Turns out, not really. Fuck the Grand Life Plan. It’s impossible. Life changes too fast, and is too short to spend time trying to force it take a shape it no longer can.

Build your path as you walk it

“Winging it” is not my thing. I have goals and things I want to learn and improve on — but I don’t go overboard with life planning anymore.

  • I want to improve my public speaking skills, so I joined Toastmasters in June. Two speeches in the bag!
  • I’m working with my manager to take on projects that fit my strengths and give me growth and visibility opportunities.
  • I’m a member of my company’s career committee, which spearheads career development programs for everyone I work with.
  • I attended this year’s Texas Conference for Women. Incredible speakers and sessions that have inspired me to do better (and re-think what “networking” really means).

I’m also reading like a fiend.

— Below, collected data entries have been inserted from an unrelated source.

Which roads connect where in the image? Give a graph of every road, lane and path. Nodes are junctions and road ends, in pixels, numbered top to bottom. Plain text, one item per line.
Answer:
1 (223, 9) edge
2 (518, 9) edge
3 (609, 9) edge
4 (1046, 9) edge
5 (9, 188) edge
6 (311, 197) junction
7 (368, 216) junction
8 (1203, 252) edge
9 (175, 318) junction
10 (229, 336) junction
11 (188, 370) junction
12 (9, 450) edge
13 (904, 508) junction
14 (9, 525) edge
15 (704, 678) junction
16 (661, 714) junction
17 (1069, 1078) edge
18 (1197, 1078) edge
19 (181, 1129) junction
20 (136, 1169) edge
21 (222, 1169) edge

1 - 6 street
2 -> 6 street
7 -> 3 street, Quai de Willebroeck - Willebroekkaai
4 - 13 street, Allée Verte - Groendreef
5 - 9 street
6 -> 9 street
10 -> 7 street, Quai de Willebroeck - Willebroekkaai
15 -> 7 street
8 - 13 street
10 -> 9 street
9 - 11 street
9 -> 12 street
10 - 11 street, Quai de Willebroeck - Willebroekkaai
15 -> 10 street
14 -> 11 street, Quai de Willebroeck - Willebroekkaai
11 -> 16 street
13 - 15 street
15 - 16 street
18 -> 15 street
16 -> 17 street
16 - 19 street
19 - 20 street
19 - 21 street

Here’s what’s kept my brain spinning the last few months:

  • The Game Plan (Steve Bull) – Straightforward, practical, actionable advice for developing mental toughness.
  • Option B (Sheryl Sandberg, Adam Grant) – When Option A isn’t going to happen, it’s time to kick the shit out of Option B. Wonderful advice on building resilience.
  • Everything that Remains (Joshua Fields Millburn, Ryan Nicodemus) – “Minimalism is the thing that gets us past the things so we can make room for life’s important things — which actually aren’t things at all.”
  • Project Management Absolute Beginner’s Guide (Gregory M. Horine) – I’ve managed small projects throughout my career, but I want to improve my foundational knowledge.

I also can’t wait to get my hands on Adam Grant’s Give and Take and Kelly Hoey’s Build Your Dream Network.

Life is exciting and fun and a little bit intimidating right now. Definitely a sign I’m on an interesting path.